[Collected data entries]
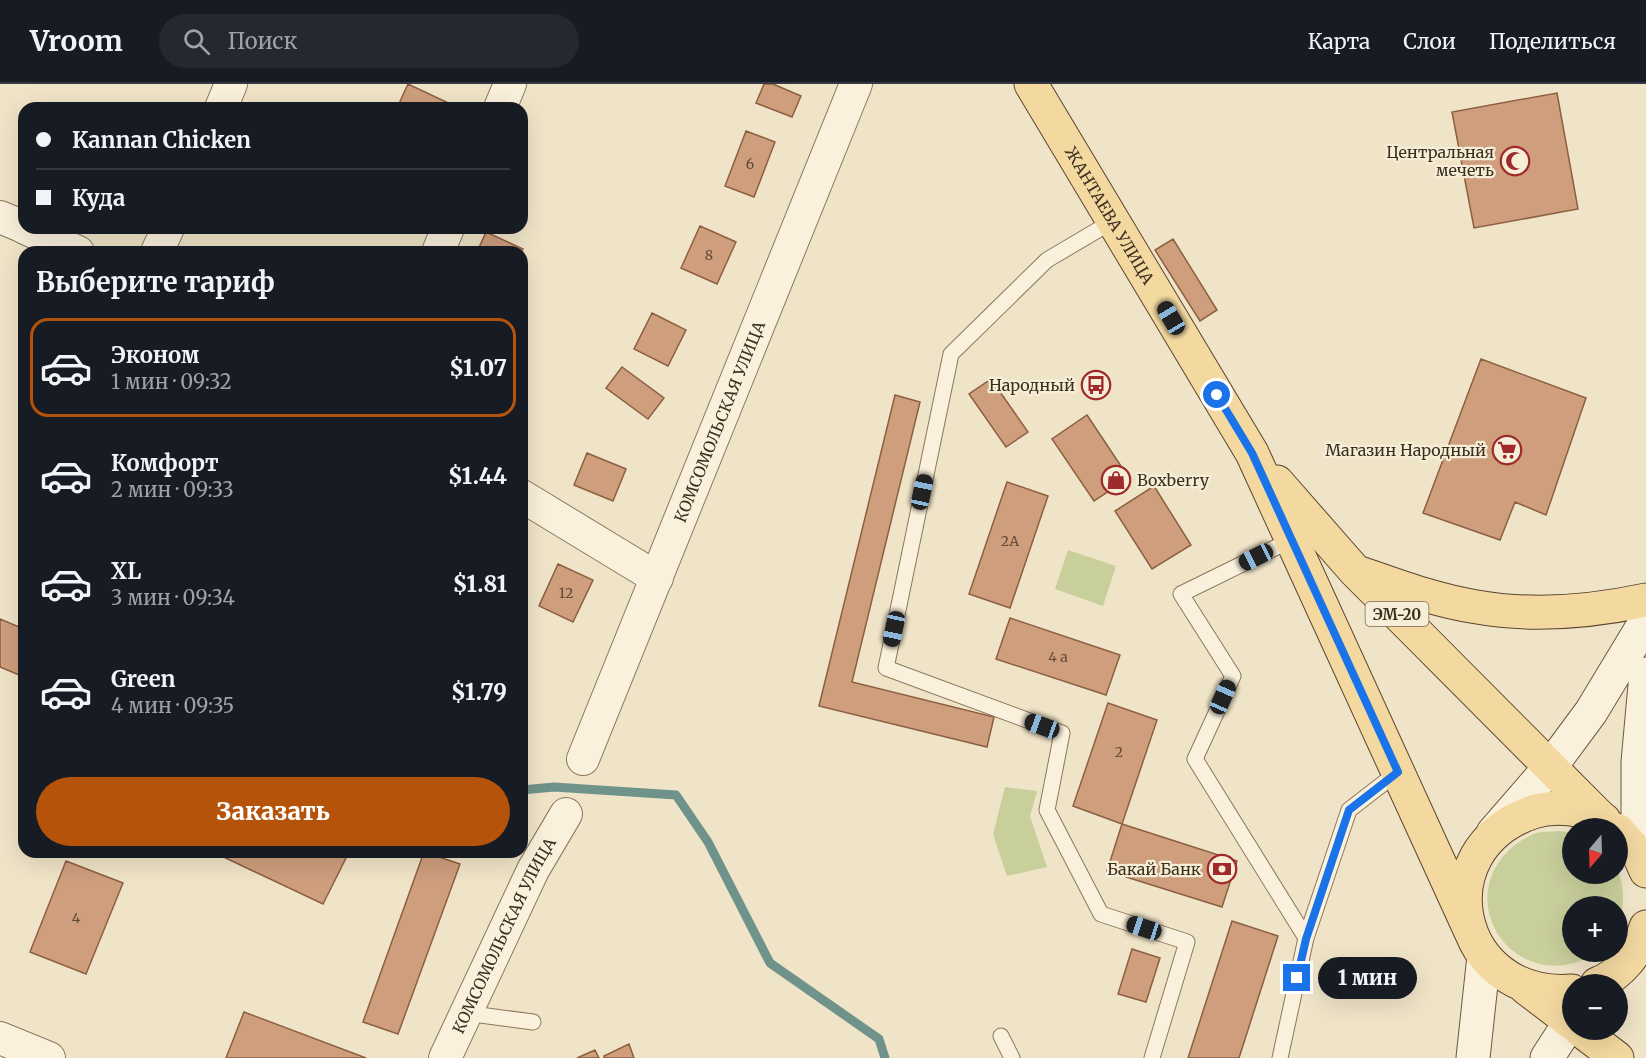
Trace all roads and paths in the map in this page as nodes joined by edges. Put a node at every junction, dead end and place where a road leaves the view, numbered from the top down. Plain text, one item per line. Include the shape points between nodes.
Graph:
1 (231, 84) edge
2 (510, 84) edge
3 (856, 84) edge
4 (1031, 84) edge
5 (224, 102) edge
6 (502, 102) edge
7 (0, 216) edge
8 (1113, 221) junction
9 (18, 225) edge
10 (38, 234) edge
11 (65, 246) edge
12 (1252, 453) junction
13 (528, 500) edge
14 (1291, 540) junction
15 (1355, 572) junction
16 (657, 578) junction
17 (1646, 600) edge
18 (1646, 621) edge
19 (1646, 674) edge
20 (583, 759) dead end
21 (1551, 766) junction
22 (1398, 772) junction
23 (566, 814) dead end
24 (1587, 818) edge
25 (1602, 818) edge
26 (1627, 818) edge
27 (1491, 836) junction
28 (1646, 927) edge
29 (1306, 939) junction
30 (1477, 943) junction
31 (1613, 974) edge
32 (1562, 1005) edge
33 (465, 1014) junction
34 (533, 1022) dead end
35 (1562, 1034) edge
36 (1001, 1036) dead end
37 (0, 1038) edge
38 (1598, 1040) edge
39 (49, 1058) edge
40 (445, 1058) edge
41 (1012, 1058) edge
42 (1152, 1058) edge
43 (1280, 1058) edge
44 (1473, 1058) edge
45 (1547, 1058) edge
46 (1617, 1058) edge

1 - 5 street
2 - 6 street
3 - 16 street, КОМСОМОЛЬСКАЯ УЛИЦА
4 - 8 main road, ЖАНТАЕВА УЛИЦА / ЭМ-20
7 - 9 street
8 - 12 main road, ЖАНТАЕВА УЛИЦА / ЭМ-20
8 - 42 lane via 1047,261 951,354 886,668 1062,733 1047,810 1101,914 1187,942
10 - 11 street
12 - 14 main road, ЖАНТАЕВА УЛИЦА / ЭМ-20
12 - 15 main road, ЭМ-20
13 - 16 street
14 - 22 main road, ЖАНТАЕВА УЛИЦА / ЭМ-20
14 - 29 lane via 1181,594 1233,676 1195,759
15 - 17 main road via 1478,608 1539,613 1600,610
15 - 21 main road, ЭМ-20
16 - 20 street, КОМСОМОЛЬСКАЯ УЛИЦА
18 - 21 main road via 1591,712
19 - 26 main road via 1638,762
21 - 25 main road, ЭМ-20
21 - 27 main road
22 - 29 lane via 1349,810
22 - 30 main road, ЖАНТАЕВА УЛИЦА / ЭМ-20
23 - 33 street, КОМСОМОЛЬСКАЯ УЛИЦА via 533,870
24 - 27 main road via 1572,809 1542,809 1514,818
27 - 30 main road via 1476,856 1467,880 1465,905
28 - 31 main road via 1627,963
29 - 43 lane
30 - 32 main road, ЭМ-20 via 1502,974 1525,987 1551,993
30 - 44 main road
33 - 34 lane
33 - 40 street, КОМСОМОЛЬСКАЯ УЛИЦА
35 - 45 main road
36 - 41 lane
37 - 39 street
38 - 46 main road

What you need to do: For each line of the entries that includes "dead", show that line.

Solution to the problem:
Trace all roads and paths in the map in this page as nodes joined by edges. Put a node at every junction, dead end and place where a road leaves the view, numbered from the top down. Plain text, one item per line. Include the shape points between nodes.
20 (583, 759) dead end
23 (566, 814) dead end
34 (533, 1022) dead end
36 (1001, 1036) dead end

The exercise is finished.